Wednesday, 2 July 2008

750GB Seagate ES.2 failure on SR1530AH plus SRCSASRB

Our Server Core system running Hyper-V on Server Core has had a drive failure.

The culprit:
  • 750GB Seagate Barracuda ES.2
    • ST3750330NS
    • Firmware: SN04
    • Date Code: 08277
    • Site Code: KRATSG
The failed drive is in the same batch as the last one: Seagate 750GB ES.2 Failure on SR1530AHLX swap experience. The replacement drive is also in this batch. This is the third 750GB ES.2 drive failure we have had in recent weeks. Given our volume of drives, this may not be indicative of a general batch problem, but, if we keep experiencing drive failures out of this batch then it may be safe to assume that we are probably dealing with a batch problem.

This particular server setup is in an Intel SR1530AH 1U with an Intel SRCSASRB add-in RAID controller installed. The drives were setup in a RAID 1 mirror in a fixed hard drive install. The 1U was installed in one of our rack enclosures in our shop data centre setup. The air is properly conditioned, so heat would not be a factor in this failure.

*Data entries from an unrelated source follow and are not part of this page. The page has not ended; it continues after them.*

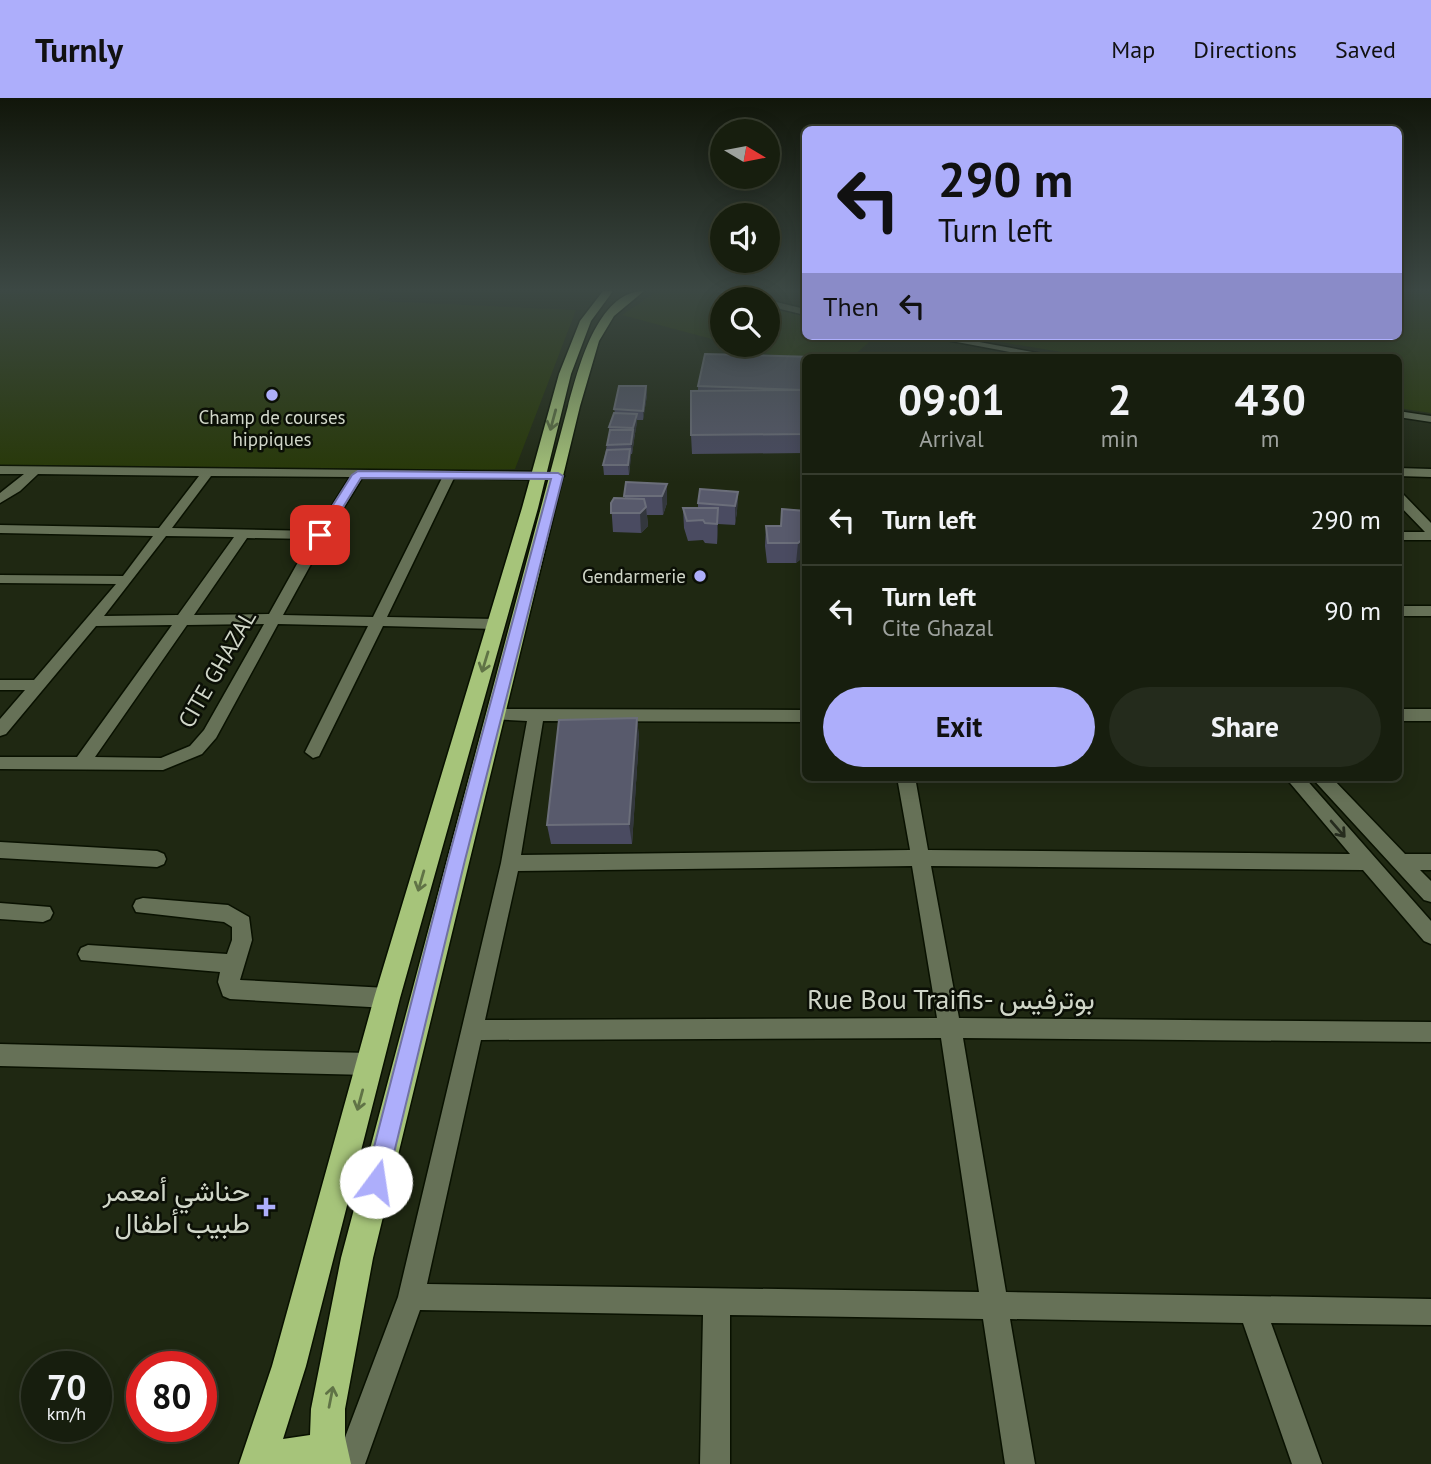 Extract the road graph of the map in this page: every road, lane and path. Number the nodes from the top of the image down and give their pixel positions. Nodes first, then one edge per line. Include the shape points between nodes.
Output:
1 (573, 355) edge
2 (588, 355) edge
3 (1402, 415) edge
4 (1431, 419) edge
5 (1402, 425) edge
6 (1431, 429) edge
7 (0, 470) edge
8 (35, 470) junction
9 (1402, 472) edge
10 (1431, 473) edge
11 (206, 474) junction
12 (358, 475) junction
13 (450, 475) junction
14 (548, 476) junction
15 (0, 499) edge
16 (1402, 500) edge
17 (0, 529) edge
18 (165, 532) junction
19 (1431, 533) edge
20 (244, 534) junction
21 (320, 535) junction
22 (1402, 536) edge
23 (0, 579) edge
24 (127, 580) junction
25 (1402, 611) edge
26 (1431, 611) edge
27 (272, 619) junction
28 (184, 620) junction
29 (93, 621) junction
30 (376, 622) junction
31 (496, 624) junction
32 (0, 685) edge
33 (38, 685) junction
34 (496, 715) junction
35 (536, 715) junction
36 (1402, 715) edge
37 (1431, 715) edge
38 (802, 716) edge
39 (0, 730) edge
40 (313, 752) dead end
41 (0, 763) edge
42 (82, 763) junction
43 (907, 781) edge
44 (1297, 781) edge
45 (1324, 781) edge
46 (0, 850) edge
47 (920, 858) junction
48 (157, 859) dead end
49 (1367, 862) junction
50 (1402, 862) junction
51 (1431, 862) edge
52 (510, 863) junction
53 (1431, 894) edge
54 (143, 905) dead end
55 (0, 911) edge
56 (43, 913) dead end
57 (1431, 935) edge
58 (88, 954) dead end
59 (231, 964) junction
60 (387, 998) junction
61 (950, 1028) junction
62 (471, 1030) junction
63 (1431, 1032) edge
64 (0, 1055) edge
65 (369, 1063) junction
66 (411, 1297) junction
67 (717, 1301) junction
68 (994, 1304) junction
69 (1252, 1309) junction
70 (1431, 1312) edge
71 (257, 1464) edge
72 (272, 1464) edge
73 (331, 1464) edge
74 (350, 1464) edge
75 (715, 1464) edge
76 (1020, 1464) edge
77 (1307, 1464) edge

1 -> 14 highway
2 - 14 highway
3 - 4 street
5 - 6 street
7 - 8 street
8 - 11 street
8 - 15 street
9 - 10 street
11 - 12 street
11 - 18 street
12 - 13 street
12 - 21 street, CITE GHAZAL
13 - 14 street
13 - 30 street
14 - 31 highway
14 - 34 highway
16 - 19 street
17 - 18 street
18 - 20 street
18 - 24 street
19 - 22 street
20 - 21 street
20 - 28 street
21 - 27 street, CITE GHAZAL
23 - 24 street
24 - 29 street
25 - 26 street
27 - 28 street
27 - 30 street
27 - 42 street, CITE GHAZAL via 210,734 196,750 163,764
28 - 29 street
28 - 42 street
29 - 33 street
30 - 31 street
30 - 40 street
31 -> 60 highway
32 - 33 street
33 - 39 street
34 - 35 street
73 -> 34 highway via 328,1409 357,1258
35 - 38 street
35 - 52 street
36 - 37 street
41 - 42 street, CITE GHAZAL
43 - 47 street
44 -> 49 street
45 - 50 street
46 - 48 street
47 - 49 street
47 - 52 street
47 - 61 street
49 - 57 street
50 - 51 street
50 - 53 street
52 - 62 street
54 - 59 street via 228,914 242,923 242,941
55 - 56 street
58 - 59 street
59 - 60 street via 230,989
60 - 65 highway
61 - 62 street, Rue Bou Traifis- بوترفيس
61 - 63 street, Rue Bou Traifis- بوترفيس
61 - 68 street
62 - 66 street
64 - 65 street
65 -> 71 highway via 289,1366
66 - 67 street
66 - 74 street
67 - 68 street
67 - 75 street
68 - 69 street
68 - 76 street
69 - 70 street
69 - 77 street
72 - 73 highway via 292,1453 308,1451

Due to the nature of Server Core and the fact that Intel's RAID Web Console Utility for Windows does not support being installed on Server Core installations, we were in a position where we needed to reboot the server into the RAID controller's BIOS in order to remove the now dead drive and configure its replacement.

With the inability to run the RAID Web Console on Server Core, the server will remain down until the RAID array rebuild completes. It does not look as though the array rebuild requires the server to be down during the rebuild process, but given the disk intensive nature of Hyper-V with multiple VMs running, we will let it alone for now.

The RAID Web Console does install on our full Windows Server 2008 installations, so, for those clients that require the least amount of downtime, a hot swap setup would require the full version of Server 2008 versus Server Core for their Hyper-V needs. This may involve a slight adjustment in server configurations to accommodate the additional resource requirements of the full Windows Server 2008 OS.

Philip Elder
MPECS Inc.
Microsoft Small Business Specialists

*All Mac on SBS posts are posted on our in-house iMac via the Safari Web browser.

7 comments:

Anonymous said...

I hope the two drives that failed were due to unusual Canadian weather patterns, and not a batch problem cause...

Two months ago, I installed an SBS 2k3 R2 RAID 1 config using the same 750GB drives in conjunction with a 2nd RAID 1 setup in the same server using their 500GB little brothers.

I don't have the drive label codes to match against yours, but wondering if you have since performed a drive analysis or read the SMART data from the drive, which is what I would do. Just wondering what you might find.

Now I'm gonna have to keep a hawkeye on those drives.

Thanks, Philip, for the heads up!

ZC1
Beta tester of "0"s and "1"s

Anonymous said...

Well, the followup news is NOT good. After being alerted to Philips' problem with these drives, I checked the installation where I had used these drives.

Seems the SBS system event log is throwing out "ftdisk" and "disk" errors (Event ID 51) on one of the drives in the RAID 1 configuration.

The application log confirms this with various errors in corrupt data and data loss.

Although it's not affecting performance, I've ordered a same type replacement drive.
I've read the newest version of the drive is 7200.11.

I was pretty sure of these drives after an intense 72hr burn-in. Evidently something is amiss.

ZC1
Beta tester of "0"s and "1"s

Philip Elder Cluster MVP said...

ZC1,

The drives we have been working with are ES.2 which are the Seagate Enterprise Storage series.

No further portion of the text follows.